Perubahan politik – pemilu multipartai dan desentralisasi – membuka peluang kontestasi elektoral secara luas. Berbeda dengan zaman Orde Baru (Orba) dimana para oligarki cukup menjaga loyalitas kepada rezim berkuasa, pada kondisi pemilu yang kompetitif mengubah karakter dan strategi oligarki dalam menjalin relasi dengan kekuasaan. Agar tetap ‘berkuasa’, baik secara direct maupun indirect, aturan main pemilu berlaku umum: kontestan wajib mengumpulkan suara pemilih sebanyak mungkin. Hal ini membuat oligarki tidak bisa hanya mengandalkan pendekatan klientelistik, intimidasi atau bahkan jual-beli suara semata, tetapi harus menjalin ‘kerjasama’ dengan kelompok warga atau masyarakat kelas bawah dan gerakan sosial (Manor, 2013; Tornquist, 2013).

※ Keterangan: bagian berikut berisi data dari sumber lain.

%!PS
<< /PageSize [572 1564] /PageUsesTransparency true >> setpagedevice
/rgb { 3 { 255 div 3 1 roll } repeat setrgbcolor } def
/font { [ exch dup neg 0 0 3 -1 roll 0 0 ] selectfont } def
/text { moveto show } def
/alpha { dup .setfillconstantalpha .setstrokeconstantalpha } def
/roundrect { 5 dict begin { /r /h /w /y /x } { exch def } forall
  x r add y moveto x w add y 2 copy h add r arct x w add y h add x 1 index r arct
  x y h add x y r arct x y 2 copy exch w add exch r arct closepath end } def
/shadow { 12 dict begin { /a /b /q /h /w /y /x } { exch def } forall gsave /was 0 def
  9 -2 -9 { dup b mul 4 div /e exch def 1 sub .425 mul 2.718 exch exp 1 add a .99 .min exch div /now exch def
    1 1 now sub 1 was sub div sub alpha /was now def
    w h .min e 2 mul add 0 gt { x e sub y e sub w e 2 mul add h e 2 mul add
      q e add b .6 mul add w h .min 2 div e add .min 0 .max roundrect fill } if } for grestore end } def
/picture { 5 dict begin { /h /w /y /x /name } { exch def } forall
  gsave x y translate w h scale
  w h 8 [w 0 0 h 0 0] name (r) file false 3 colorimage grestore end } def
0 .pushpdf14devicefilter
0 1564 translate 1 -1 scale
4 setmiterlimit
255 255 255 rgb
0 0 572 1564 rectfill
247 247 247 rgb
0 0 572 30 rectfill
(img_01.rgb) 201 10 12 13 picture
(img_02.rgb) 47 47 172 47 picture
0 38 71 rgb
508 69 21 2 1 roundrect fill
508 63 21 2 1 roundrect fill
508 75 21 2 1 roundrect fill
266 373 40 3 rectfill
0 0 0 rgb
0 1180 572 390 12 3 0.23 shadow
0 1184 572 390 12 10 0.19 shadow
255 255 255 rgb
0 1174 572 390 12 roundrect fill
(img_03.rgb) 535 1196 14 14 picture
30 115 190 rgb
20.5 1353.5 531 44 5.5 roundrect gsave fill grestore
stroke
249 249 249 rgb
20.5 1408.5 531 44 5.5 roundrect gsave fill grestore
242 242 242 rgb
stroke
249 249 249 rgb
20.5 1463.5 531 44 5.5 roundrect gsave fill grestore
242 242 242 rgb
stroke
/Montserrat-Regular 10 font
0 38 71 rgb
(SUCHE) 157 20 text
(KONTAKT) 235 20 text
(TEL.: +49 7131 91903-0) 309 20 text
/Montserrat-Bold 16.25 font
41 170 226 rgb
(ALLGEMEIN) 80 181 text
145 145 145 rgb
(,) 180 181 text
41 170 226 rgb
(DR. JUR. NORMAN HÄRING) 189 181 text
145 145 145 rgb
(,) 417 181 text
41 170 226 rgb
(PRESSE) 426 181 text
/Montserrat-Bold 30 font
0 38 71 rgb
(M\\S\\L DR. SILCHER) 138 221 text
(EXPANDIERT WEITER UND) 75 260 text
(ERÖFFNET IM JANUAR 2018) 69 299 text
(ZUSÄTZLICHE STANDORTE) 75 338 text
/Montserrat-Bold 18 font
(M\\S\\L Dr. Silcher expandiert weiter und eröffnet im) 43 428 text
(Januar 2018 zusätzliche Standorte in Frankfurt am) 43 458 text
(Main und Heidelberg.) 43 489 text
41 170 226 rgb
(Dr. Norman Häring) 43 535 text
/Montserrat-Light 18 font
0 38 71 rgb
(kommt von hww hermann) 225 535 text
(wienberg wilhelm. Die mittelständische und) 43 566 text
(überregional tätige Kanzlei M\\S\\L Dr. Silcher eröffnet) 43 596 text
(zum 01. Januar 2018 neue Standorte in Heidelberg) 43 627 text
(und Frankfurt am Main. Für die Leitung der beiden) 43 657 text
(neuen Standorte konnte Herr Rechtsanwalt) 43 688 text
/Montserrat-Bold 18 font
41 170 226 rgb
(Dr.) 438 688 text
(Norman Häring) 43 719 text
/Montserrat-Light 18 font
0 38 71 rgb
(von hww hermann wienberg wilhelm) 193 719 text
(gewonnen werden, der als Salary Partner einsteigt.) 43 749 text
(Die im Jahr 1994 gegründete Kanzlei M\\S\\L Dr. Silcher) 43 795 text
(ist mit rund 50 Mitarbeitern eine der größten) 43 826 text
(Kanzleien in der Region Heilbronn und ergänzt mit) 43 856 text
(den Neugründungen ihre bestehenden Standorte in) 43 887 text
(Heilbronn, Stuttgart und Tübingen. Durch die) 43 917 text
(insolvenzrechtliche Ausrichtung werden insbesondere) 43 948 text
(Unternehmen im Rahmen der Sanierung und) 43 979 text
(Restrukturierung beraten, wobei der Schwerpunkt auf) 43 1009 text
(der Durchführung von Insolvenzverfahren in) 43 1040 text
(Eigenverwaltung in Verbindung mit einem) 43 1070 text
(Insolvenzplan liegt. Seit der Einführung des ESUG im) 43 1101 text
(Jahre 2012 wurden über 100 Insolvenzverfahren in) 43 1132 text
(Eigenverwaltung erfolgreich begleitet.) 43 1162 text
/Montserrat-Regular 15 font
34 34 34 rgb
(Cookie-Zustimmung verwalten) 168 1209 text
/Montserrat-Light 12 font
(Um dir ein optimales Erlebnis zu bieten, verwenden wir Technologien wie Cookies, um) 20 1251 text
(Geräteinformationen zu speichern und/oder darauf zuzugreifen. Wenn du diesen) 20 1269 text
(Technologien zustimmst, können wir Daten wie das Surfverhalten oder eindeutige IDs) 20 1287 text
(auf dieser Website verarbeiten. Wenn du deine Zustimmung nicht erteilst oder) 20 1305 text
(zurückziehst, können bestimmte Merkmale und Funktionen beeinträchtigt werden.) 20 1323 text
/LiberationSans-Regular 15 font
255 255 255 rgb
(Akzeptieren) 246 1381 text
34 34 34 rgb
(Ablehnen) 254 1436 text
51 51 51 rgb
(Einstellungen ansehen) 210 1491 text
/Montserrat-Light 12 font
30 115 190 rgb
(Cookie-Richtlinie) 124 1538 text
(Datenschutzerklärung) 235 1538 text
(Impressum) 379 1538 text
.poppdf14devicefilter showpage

Tak ayal lagi beberapa oligarki mengusung agenda atau isu populis demi meraih dukungan konstituen. Pengalaman di Thailand menunjukkan, kondisi dimana kekuatan politik oligarki relatif sama kuat sehingga memaksa kelompok Thaksin mengusung program populis dan berkolaborasi dengan kelas sosial tertentu (Hewison and Kitilangrap, 2009). Begitu pun di India, dimana elit dominan harus mengadopsi isu kampanye populis demi mendapatkan dukungan pemilih kelas bawah (Manor, 2013). Ini menandakan, para oligarki, walaupun memiliki sumberdaya finansial, diharuskan merancang program kampanye inovatif, termasuk mengusung kebijakan populis agar memperbesar dukungan politik dan perolehan suara (Holmes 1993: 8&46). Agenda populisme ini membuka ruang negosiasi antara oligarki dengan masyarakat kelas bawah dan civil society serta mengusung agenda dan kebijakan perubahan radikal.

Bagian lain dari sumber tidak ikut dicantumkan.